◆ **THE PROBLEM**
Your answer must be a single number: how many lines in the records below contain the word "edges".

◆ **MATERIAL FOR THIS EXERCISE**
++++++++++

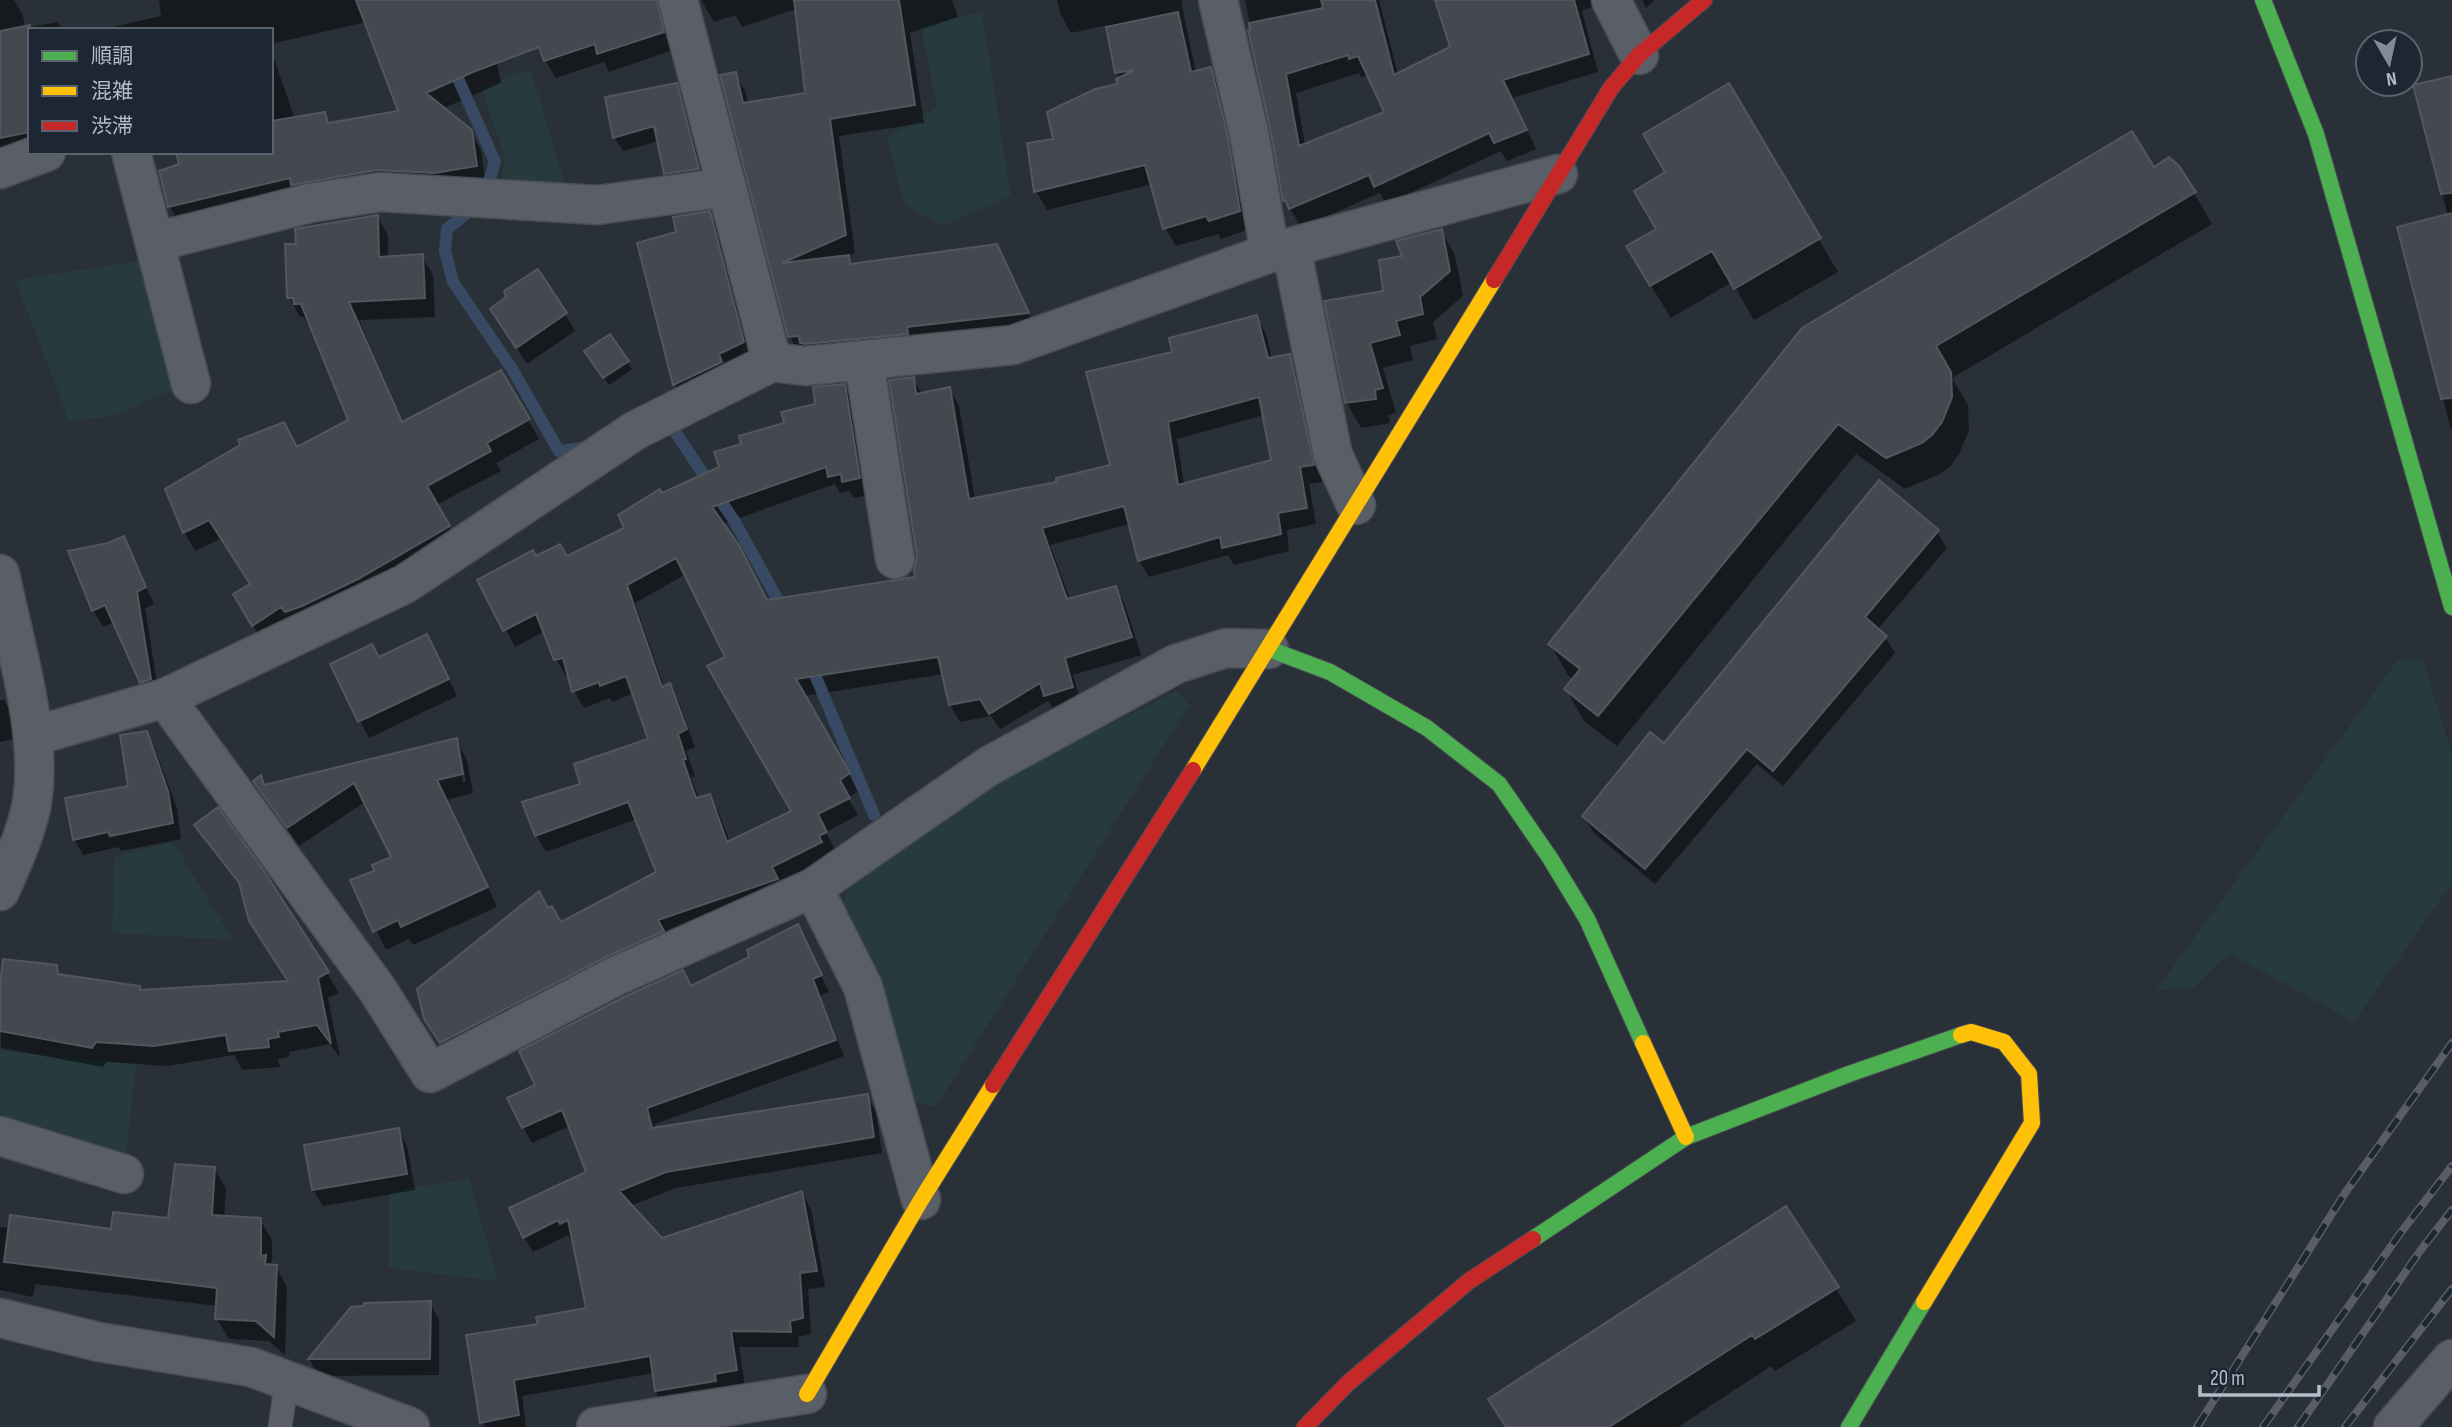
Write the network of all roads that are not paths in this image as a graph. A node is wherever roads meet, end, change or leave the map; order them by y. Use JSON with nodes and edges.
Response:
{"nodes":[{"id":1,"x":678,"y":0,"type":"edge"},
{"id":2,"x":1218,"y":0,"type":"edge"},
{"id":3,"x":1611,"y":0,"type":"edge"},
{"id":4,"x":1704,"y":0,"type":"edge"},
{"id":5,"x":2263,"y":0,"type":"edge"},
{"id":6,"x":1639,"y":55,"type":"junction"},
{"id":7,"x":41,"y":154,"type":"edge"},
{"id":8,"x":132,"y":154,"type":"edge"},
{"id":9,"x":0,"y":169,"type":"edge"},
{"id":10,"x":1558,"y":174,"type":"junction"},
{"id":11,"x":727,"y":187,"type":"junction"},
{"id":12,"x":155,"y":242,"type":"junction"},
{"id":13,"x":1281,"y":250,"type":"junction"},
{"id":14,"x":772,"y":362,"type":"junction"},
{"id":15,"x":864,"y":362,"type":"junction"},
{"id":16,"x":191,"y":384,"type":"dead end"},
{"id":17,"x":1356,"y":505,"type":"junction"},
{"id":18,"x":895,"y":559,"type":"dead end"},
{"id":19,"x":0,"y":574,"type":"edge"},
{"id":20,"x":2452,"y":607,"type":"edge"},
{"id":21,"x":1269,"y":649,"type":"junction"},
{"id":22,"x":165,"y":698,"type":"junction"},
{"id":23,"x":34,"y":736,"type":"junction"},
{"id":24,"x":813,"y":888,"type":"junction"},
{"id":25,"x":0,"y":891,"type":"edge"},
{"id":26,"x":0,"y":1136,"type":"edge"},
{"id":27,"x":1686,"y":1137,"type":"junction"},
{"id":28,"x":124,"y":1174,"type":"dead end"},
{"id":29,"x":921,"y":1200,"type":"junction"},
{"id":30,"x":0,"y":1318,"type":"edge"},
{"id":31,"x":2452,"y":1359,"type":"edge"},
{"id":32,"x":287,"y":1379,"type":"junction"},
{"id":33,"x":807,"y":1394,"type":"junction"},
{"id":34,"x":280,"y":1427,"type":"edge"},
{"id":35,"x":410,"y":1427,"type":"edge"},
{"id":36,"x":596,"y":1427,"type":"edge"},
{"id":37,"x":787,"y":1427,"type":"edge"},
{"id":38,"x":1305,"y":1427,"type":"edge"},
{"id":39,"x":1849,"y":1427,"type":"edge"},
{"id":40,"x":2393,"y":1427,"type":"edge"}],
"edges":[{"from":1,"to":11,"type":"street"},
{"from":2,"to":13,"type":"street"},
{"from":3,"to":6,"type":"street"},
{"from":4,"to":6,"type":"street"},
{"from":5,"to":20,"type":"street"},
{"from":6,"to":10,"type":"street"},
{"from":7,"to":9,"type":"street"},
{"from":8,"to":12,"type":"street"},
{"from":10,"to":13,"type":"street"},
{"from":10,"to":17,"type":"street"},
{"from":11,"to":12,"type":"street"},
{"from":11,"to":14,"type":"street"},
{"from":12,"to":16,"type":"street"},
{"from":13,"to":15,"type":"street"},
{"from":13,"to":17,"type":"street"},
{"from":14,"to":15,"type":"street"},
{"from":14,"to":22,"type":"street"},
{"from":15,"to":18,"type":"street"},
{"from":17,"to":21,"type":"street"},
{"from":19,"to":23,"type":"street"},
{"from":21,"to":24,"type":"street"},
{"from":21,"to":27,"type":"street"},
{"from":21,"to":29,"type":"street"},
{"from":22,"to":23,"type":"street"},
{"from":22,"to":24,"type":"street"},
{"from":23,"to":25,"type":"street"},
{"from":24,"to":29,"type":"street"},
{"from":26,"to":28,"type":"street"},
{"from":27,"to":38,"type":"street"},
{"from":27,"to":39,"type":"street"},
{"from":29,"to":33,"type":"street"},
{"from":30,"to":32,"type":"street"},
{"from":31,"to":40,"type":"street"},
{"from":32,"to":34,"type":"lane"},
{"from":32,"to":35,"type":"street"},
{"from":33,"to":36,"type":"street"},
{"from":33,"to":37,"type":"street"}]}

++++++++++

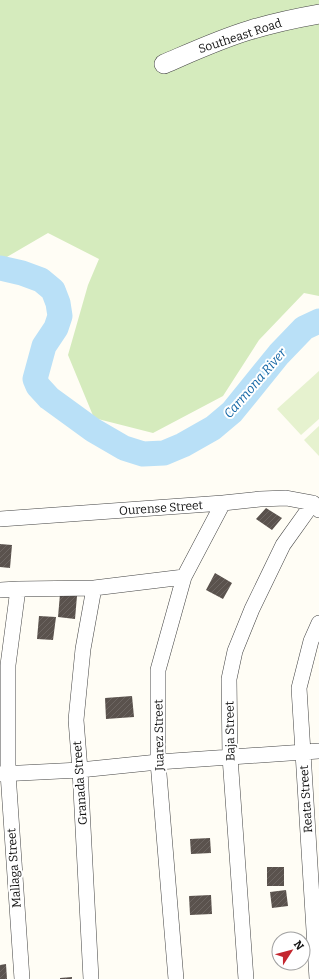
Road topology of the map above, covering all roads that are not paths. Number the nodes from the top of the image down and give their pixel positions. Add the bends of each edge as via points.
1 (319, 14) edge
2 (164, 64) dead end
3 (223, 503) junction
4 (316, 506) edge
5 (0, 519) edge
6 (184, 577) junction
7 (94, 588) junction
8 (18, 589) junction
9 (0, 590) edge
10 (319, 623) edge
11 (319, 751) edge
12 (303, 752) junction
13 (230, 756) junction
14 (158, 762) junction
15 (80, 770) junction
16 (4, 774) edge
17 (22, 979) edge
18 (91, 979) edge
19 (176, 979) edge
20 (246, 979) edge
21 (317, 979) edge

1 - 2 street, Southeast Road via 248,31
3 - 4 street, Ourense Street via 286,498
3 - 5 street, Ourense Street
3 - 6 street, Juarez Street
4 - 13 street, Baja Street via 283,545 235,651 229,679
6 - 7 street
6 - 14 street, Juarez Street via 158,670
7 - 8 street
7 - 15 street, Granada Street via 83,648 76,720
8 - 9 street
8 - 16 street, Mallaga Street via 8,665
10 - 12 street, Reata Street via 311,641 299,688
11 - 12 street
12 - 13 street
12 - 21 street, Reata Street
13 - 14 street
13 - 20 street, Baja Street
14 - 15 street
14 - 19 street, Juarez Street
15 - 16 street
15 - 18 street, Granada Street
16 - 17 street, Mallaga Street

++++++++++

◆ **FINAL ANSWER**
2